DETROIT — If the economy cooperates and auto sales recover a bit, General Motors Co. has a reasonable chance of turning a full-year profit in 2010, its new chief financial officer said Wednesday.
Former Microsoft Corp. CFO Chris Liddell, at his first meeting with reporters in Detroit, said the automaker is making money in Brazil and China, in the middle in North America and struggling in Europe.
“Relative to where we were a couple of years ago, that’s enormous progress,” he said in a conference room at GM’s downtown Detroit headquarters.
A full-year profit for GM, which left bankruptcy protection in July, would be the company’s first since 2004 when it made $2.7 billion. It has posted more than $88 billion in losses since then.
Liddell also said it’s possible that GM will sell shares to the public in the second half of 2010. But he wouldn’t set a timetable because GM must be making money, auto sales and the economy have to recover and the financial markets must be receptive.
GM also has to be selling its cars and trucks well within a recovering market, he said.
“It’s impossible to sit here in March and say when all those factors are going to come together,” Liddell said.
GM has received $52 billion in U.S. government aid, and Liddell said he would like to repay the $6.7 billion loan portion of the aid before June.

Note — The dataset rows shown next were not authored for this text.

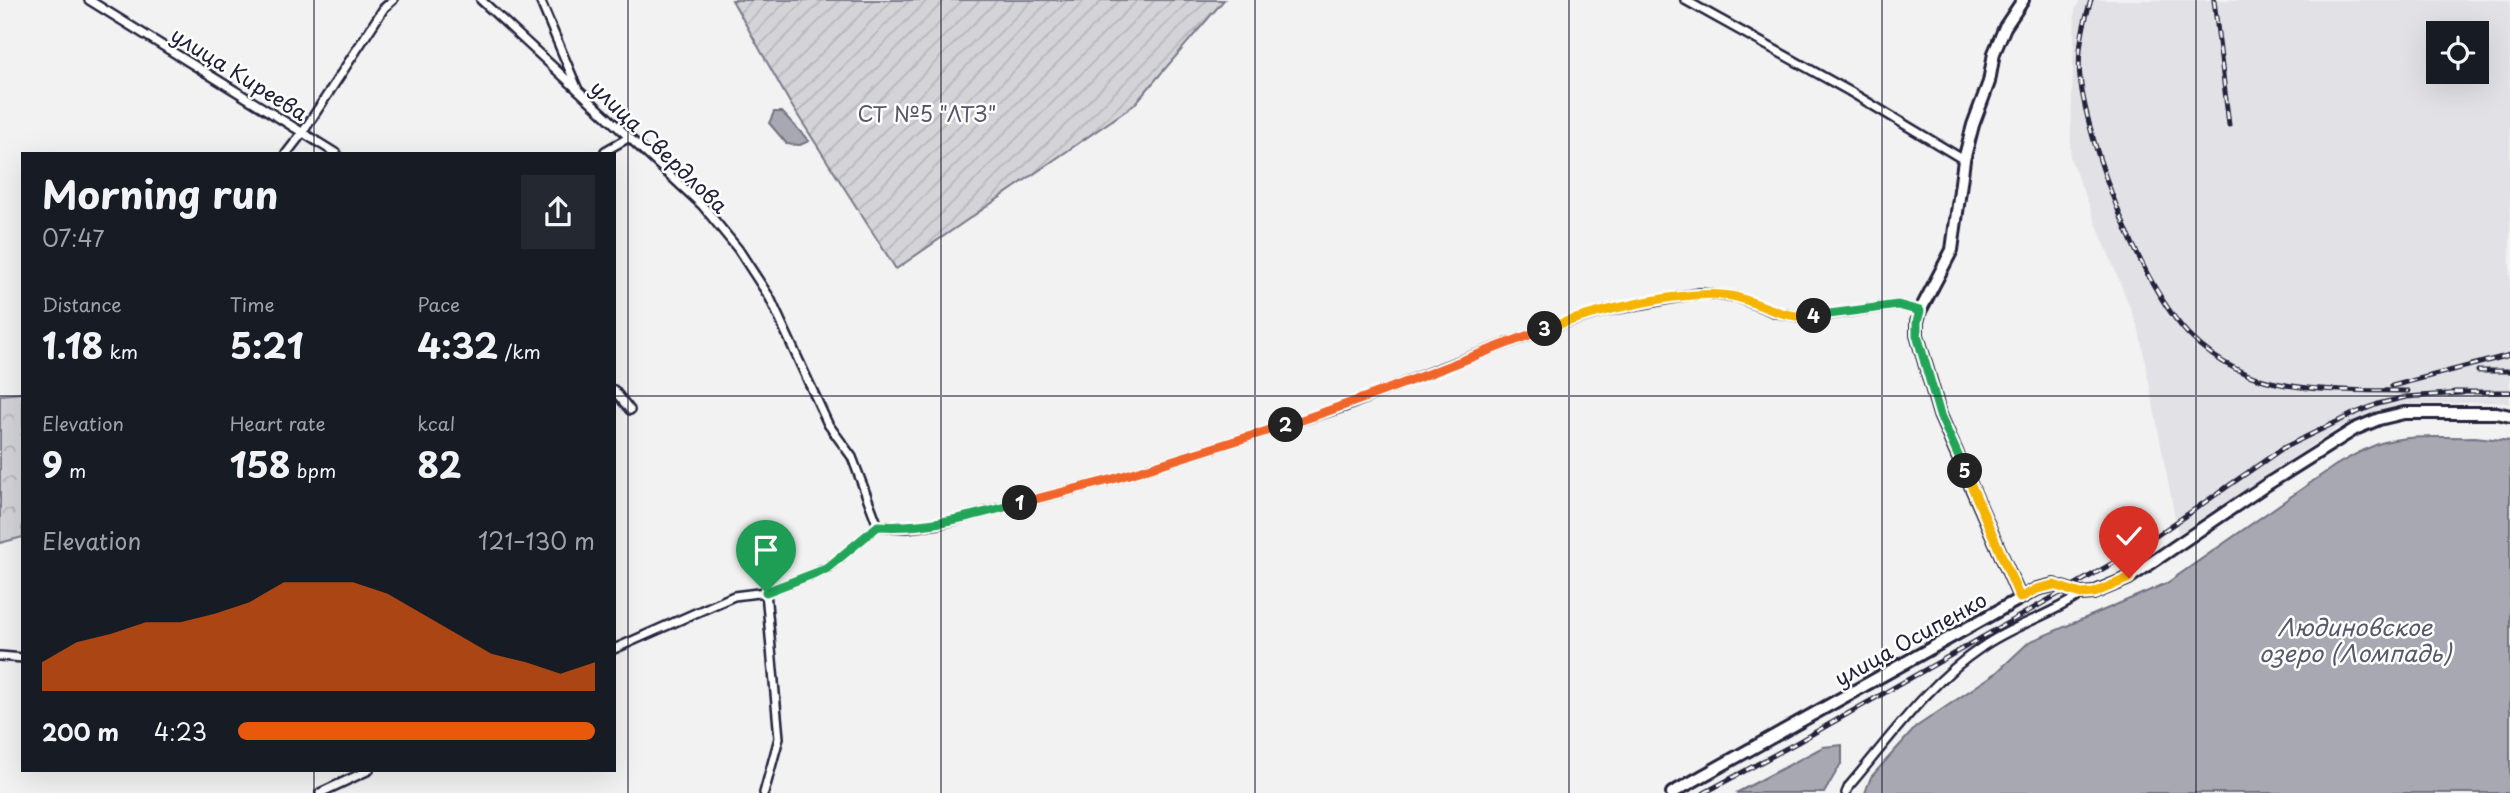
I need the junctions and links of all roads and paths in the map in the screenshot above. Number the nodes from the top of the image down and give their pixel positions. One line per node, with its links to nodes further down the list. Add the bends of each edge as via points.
1 (89, 0): 8 (street, улица Киреева)
2 (393, 0): 8 (street)
3 (481, 0): 7 (street, улица Свердлова)
4 (540, 0): 7 (street)
5 (1685, 0): 13 (street, via 1849,90)
6 (2023, 0): 13 (street, via 1994,53)
7 (580, 94): 9 (street, улица Свердлова)
8 (303, 132): 10 (street); 11 (street, улица Киреева)
9 (628, 138): 12 (street); 18 (street, улица Свердлова, via 702,205 745,259 769,298 828,424 852,457)
10 (288, 152)
11 (334, 152)
12 (605, 152)
13 (1964, 160): 14 (street, via 1952,250)
14 (1920, 311): 18 (street, via 1898,305 1805,318 1735,297 1700,293 1606,312 1557,325 1347,406 1110,480 939,524); 21 (street, via 1917,335 1940,415)
15 (616, 392): 16 (street)
16 (630, 410)
17 (2510, 416): 20 (street, улица Осипенко, via 2404,413 2379,419 2277,478 2129,578)
18 (878, 526): 19 (street, via 826,569)
19 (766, 592): 22 (street, via 734,596); 27 (street, via 779,738)
20 (2081, 594): 21 (street, улица Осипенко, via 2054,585); 29 (street, via 1978,649 1913,706)
21 (2020, 598): 28 (street, улица Осипенко)
22 (616, 648)
23 (0, 656): 24 (street)
24 (21, 658)
25 (365, 772): 26 (street)
26 (320, 793)
27 (764, 793)
28 (1672, 793)
29 (1846, 793)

Liddell would not predict how much of the remainder would be repaid from the stock offering, but said it likely would take years for the government to divest itself of its 61 percent share of the automaker.
Liddell, 51, left his job at Microsoft with aspirations of becoming a CEO. New GM CEO Ed Whitacre Jr. said Liddell would be a candidate for the top job, but that was before Whitacre took the post himself.

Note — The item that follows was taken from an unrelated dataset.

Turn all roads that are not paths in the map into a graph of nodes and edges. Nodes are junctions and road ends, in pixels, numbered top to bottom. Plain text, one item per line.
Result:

Liddell said his new job is a challenge and wouldn’t say much about whether he’d like to succeed Whitacre. He added he had other opportunities that paid more and would have been less difficult, but he was attracted by the challenge and importance of helping to resurrect GM, which he said affects the lives of millions of people.
“Other than that, it was an extremely rational decision,” he joked.

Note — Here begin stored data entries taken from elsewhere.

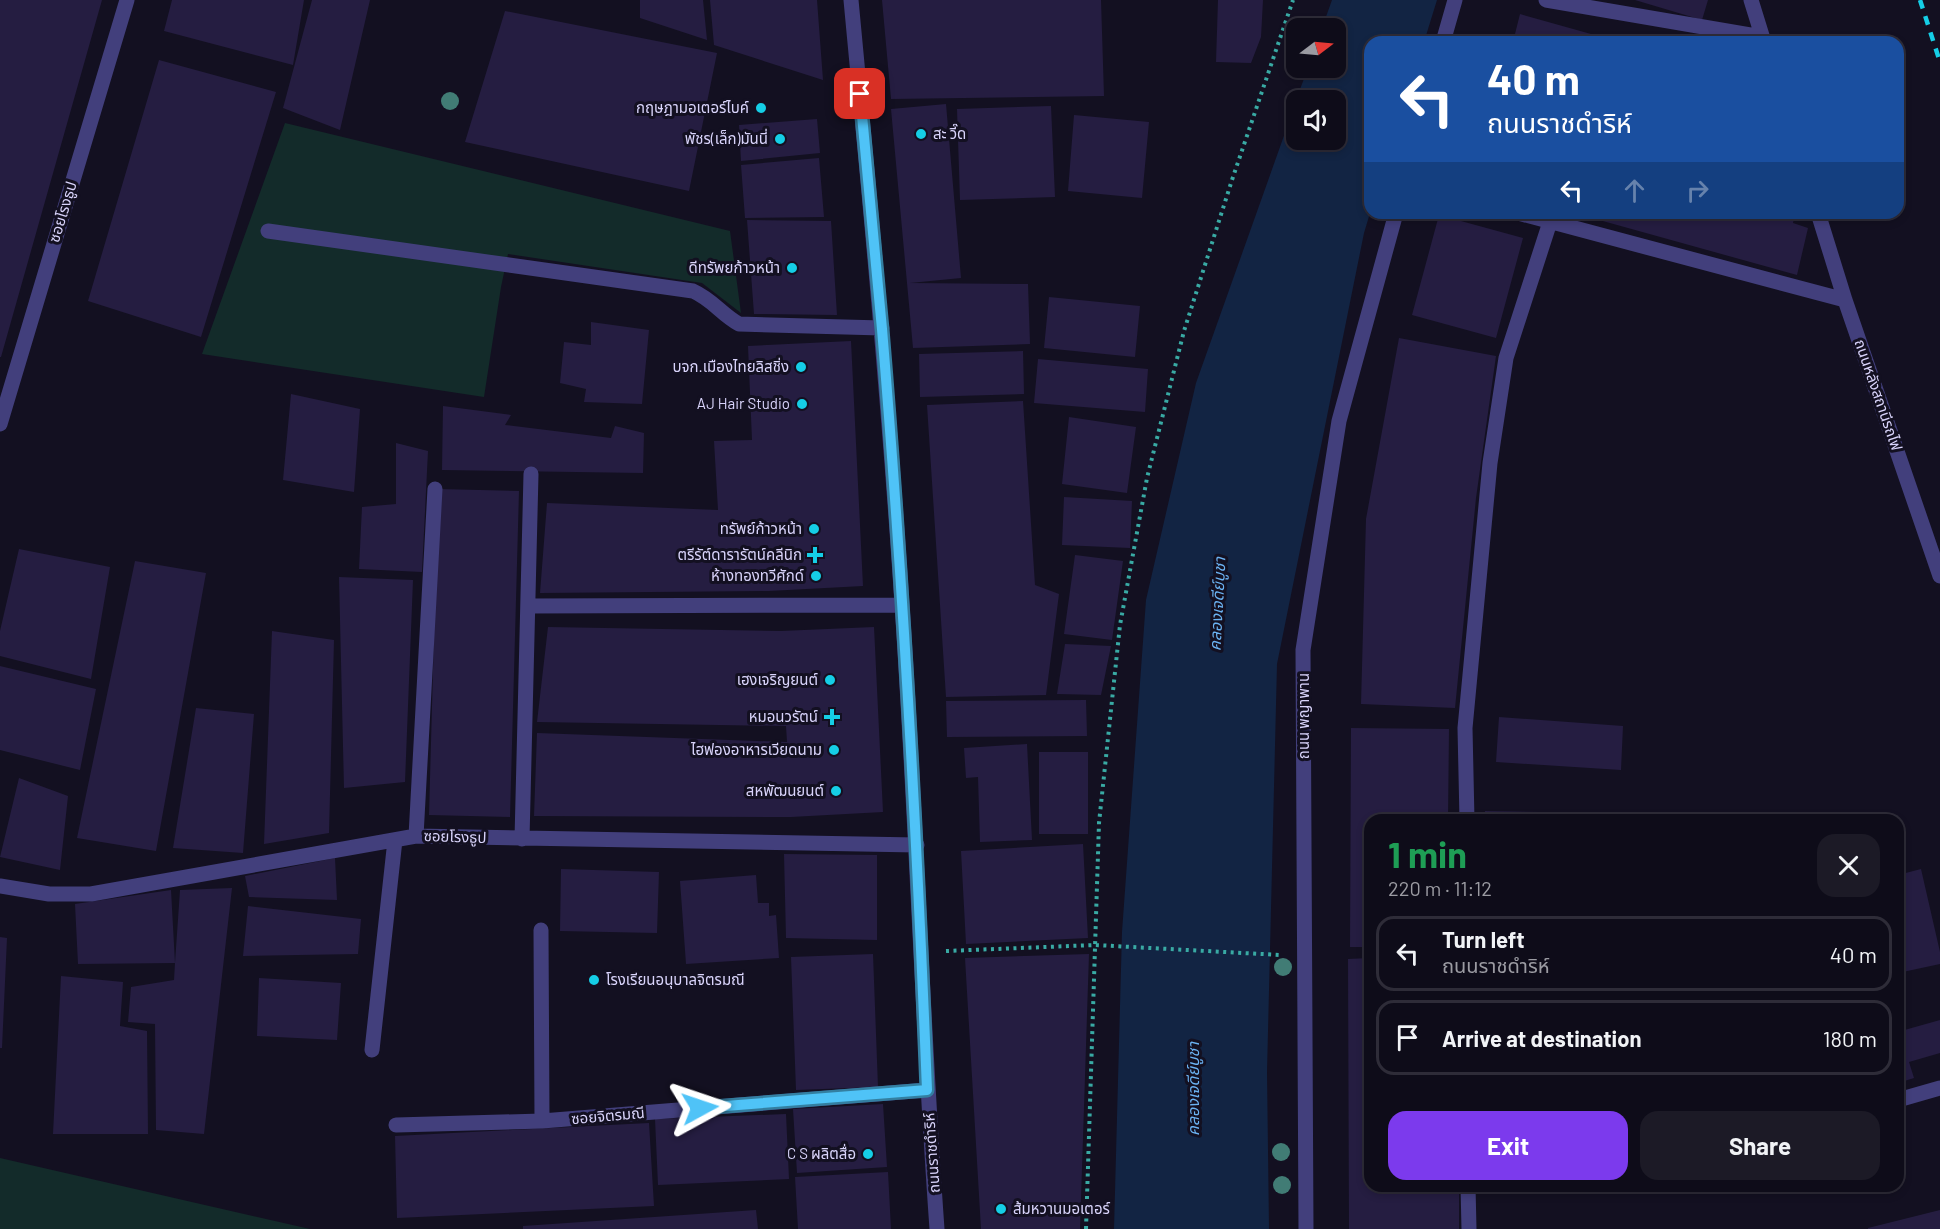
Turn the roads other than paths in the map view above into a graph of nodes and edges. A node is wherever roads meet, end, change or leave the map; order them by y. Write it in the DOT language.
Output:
graph roads {
  1 [pos="127,0"];
  2 [pos="851,0"];
  3 [pos="1455,0"];
  4 [pos="1546,0"];
  5 [pos="1751,0"];
  6 [pos="1445,36"];
  7 [pos="1746,36"];
  8 [pos="1762,36"];
  9 [pos="1394,219"];
  10 [pos="1539,219"];
  11 [pos="1820,219"];
  12 [pos="1550,222"];
  13 [pos="268,231"];
  14 [pos="1845,300"];
  15 [pos="882,327"];
  16 [pos="0,424"];
  17 [pos="531,474"];
  18 [pos="435,489"];
  19 [pos="1940,576"];
  20 [pos="902,605"];
  21 [pos="528,606"];
  22 [pos="1467,814"];
  23 [pos="416,836"];
  24 [pos="522,839"];
  25 [pos="395,840"];
  26 [pos="917,845"];
  27 [pos="0,886"];
  28 [pos="541,930"];
  29 [pos="372,1050"];
  30 [pos="1940,1089"];
  31 [pos="927,1090"];
  32 [pos="1904,1098"];
  33 [pos="542,1121"];
  34 [pos="396,1125"];
  35 [pos="1468,1192"];
  36 [pos="937,1229"];
  37 [pos="1306,1229"];
  38 [pos="1469,1229"];
  1 -- 16 [label="street, ซอยโรงธูป"];
  2 -- 15 [label="street, ถนนราชดำริห์"];
  3 -- 6 [label="street"];
  4 -- 7 [label="street"];
  5 -- 8 [label="street"];
  9 -- 37 [label="street, ถนน พญาพาน"];
  10 -- 12 [label="street"];
  11 -- 14 [label="street, ถนนหลังสถานีรถไฟ"];
  12 -- 14 [label="street"];
  12 -- 22 [label="street"];
  13 -- 15 [label="street"];
  14 -- 19 [label="street, ถนนหลังสถานีรถไฟ"];
  15 -- 20 [label="street, ถนนราชดำริห์"];
  17 -- 21 [label="street"];
  18 -- 23 [label="street"];
  20 -- 21 [label="street"];
  20 -- 26 [label="street, ถนนราชดำริห์"];
  21 -- 24 [label="street"];
  23 -- 24 [label="street, ซอยโรงธูป"];
  23 -- 25 [label="street, ซอยโรงธูป"];
  24 -- 26 [label="street, ซอยโรงธูป"];
  25 -- 27 [label="street, ซอยโรงธูป"];
  25 -- 29 [label="street"];
  26 -- 31 [label="street, ถนนราชดำริห์"];
  28 -- 33 [label="street"];
  30 -- 32 [label="street"];
  31 -- 33 [label="street, ซอยจิตรมณี"];
  31 -- 36 [label="street, ถนนราชดำริห์"];
  33 -- 34 [label="street, ซอยจิตรมณี"];
  35 -- 38 [label="street"];
}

He also said the automaker’s financial operations are not as bad as characterized by Steven Rattner, the former head of the government’s auto task force.
Rattner said in an October magazine article about the task force that GM had “perhaps the weakest finance operation any of us had ever seen in a major company.”
But Liddell said he has found very good people in GM’s financial operations, and he sees no need to rebuild the team from scratch.